Unter Erdogan ging es in den folgenden Jahren wirtschaftlich steil nach oben. In seinen ersten zehn Regierungsjahren verdreifachte sich das Pro-Kopf-Einkommen. Viele Türken verehren ihn seither als „Vater des Wirtschaftswunders“.

Ein Hoffnungsträger war Erdogan aber auch für viele Europäer: Mit demokratischen Reformen wie der Abschaffung der Todesstrafe ebnete Erdogan den Weg für Beitrittsverhandlungen. 2004 wurde Erdogan in Berlin als „Europäer des Jahres“ geehrt. Der damalige Bundeskanzler Gerhard Schröder würdigte die „herausragende staatsmännische Leistung“ des „großen Reformpolitikers“ Erdogan.

Nun zeigt Erdogan sein wahres Gesicht

Dass es nun ausgerechnet Erdogan ist, der demokratische Rechte massiv einschränktund sogar die Todesstrafe wieder einführen will, scheint ein Widerspruch zu sein. Kritiker erklären ihn damit, dass Erdogan jetzt sein wahres Gesicht zeige.

Die Anlehnung an Europa sei nur ein Instrument gewesen, um unter Berufung auf die Reformforderungen der EU den politischen Einfluss der Militärs zurückzudrängen. Erdogan selbst hatte schon 1998 einen berühmt gewordenen Vers zitiert: „Die Demokratie ist nur der Zug, auf den wir aufsteigen, bis wir am Ziel sind.“

Für viele Anatolier ist Erdogan ein Idol

Ein wichtiges Ziel erreichte Erdogan 2014 mit der Wahl zum Staatspräsidenten. Damit kam ein Politiker, der nicht aus der weltlich geprägten und nach Westen orientierten kemalistischen Elite oder dem Militär stammt, ins höchste Staatsamt. Sein Aufstieg aus einfachsten Verhältnissen macht Erdogan für viele Anatolier zum Idol. Er personifiziert das Emporkommen einer neuen sozialen und politischen Klasse, der ländlichen „schwarzen Türken“, auf die die urbanen „weißen Türken“ bis dahin herabsahen.

Ungeachtet der Grenzen der Verfassung zog Erdogan seit seiner Wahl immer mehr Kompetenzen an sich. Jetzt will er mit der Verfassungsänderung jene Machtfülle legalisieren, die er sich selbst längst genommen hat. Zum entscheidenden Anstoß wurde der Putschversuch vom Juli 2016, hinter dem Erdogan seinen einstigen Verbündeten und heutigen Widersacher vermutet, den Exil-Prediger Fethullah Gülen. Erdogan selbst bezeichnete den Umsturzversuch schon am Tag danach als „Geschenk Gottes“ – weil er ihm den Anlass lieferte, mit seinen Gegnern abzurechnen.

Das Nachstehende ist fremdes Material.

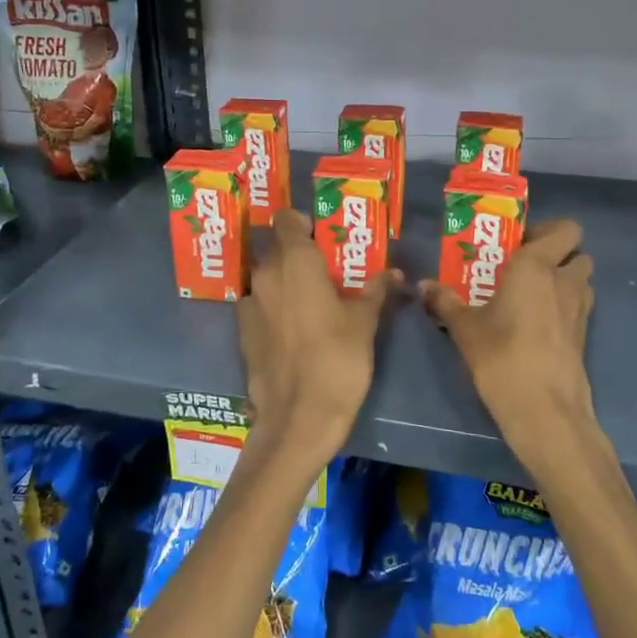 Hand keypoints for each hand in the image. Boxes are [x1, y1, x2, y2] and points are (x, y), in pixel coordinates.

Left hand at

Putschversuch stärkte Erdogan

Je mächtiger Erdogan wird, desto mehr scheint auch sein Misstrauen zu wachsen. Das erklärt die willkürlich wirkenden Massenverfolgungen mutmaßlicher Gülen-Anhänger, regierungskritischer Akademiker und missliebiger Journalisten. Über 135.000 Staatsdiener hat Erdogan im Verlauf dieser Hexenjagd bereits per Dekret entlassen, ihre Existenzen zerstört.

So hat der Putschversuch Erdogan noch einmal gestärkt. Im Kampf um die Ja-Stimmen beim Verfassungsreferendum setzte er mehr denn je auf Polarisierung und Provokation. Er dämonisierte die Nein-Sager als Terroristen und Verräter, beschimpfte die Europäer als Nazis und Faschisten.

2019 will sich Erdogan nach dem Ablauf seiner gegenwärtigen Amtszeit unter dem neuen System zum Präsidenten wählen lassen. Die Uhr wird dann wieder auf null gestellt. Erdogan könnte die Türkei bis ins Jahr 2034 führen. Er wäre dann 80.